Developing Codes of Conduct: Regulatory Conversations as Means for Detecting Institutional Change


  • We are most grateful to professor Nancy Reichman and editor Marc Davies for their help and support during the writing of this article. We would also like to thank the anonymous reviewers for their helpful comments and suggestions on a previous draft of this article. This research was supported by the Handelsbankens Research Foundations and SNS.

  • karin jonnergård is Professor in Corporate Governance and Management Control at Växjö School of Management and Economics. Her research is focusing on the development of corporate governance systems and the functions of different professions in this development. She has also done longitudinal research on the work of boards of directors.

  • ulf larsson is a PhD student at Växjö Scool of Management and Economics. His dissertation concerns the processes of import of corporate governance regulation between different national contexts and the effects of such export on the local corporate governance system.
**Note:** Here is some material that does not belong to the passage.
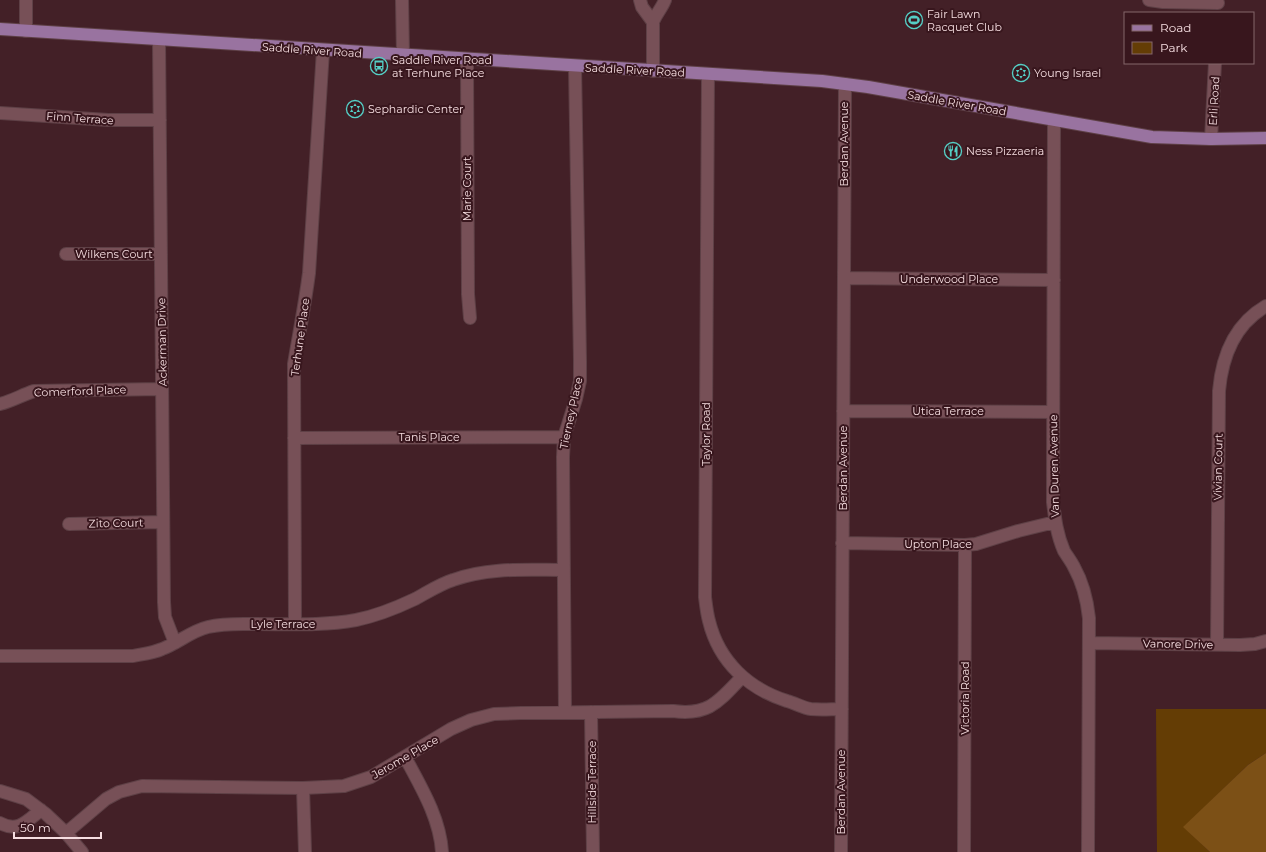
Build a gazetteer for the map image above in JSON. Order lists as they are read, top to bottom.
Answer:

 Address correspondence to Ulf Larsson, School of Management and Economics, Växjö University, SE-351 95 Växjö, Sweden. Telephone: 46-470-708230. E-mail:


The introduction of a new corporate governance code in Sweden, modeled after prevailing Anglo-Saxon norms of corporate governance, offers the opportunity to investigate global regulatory convergence. Using the metaphor of regulatory space, this article analyzes the positions of the parties who submitted formal responses to the introduction of “The Swedish Code of Corporate Governance—A Proposal from the Code Group.” While the globalization of financial markets might forecast unconditional acceptance of the proposed code by business and financial interests, the analysis of who made comments, and what was said, reveals three categorically distinct groups: Swedish business “insiders” connected to the existing institutional framework who opposed changes that would erode traditional division of functions, including collective responsibility for the actions of company boards; “outsiders” (i.e., foreign investors and more marginal Swedish investors) aligned with Anglo-Saxon internationalization of the markets who would change the system of corporate accountability; and the professions (i.e., auditors), who advocated for their professional interests. Of the three groups, Swedish business insiders were most successful in gaining support for their positions. Although international financial and political interests were key to the introduction of the Code in the first place, the article demonstrates how the dynamics of national (local) culture and power structures influence the transfer of regulatory law across jurisdictions.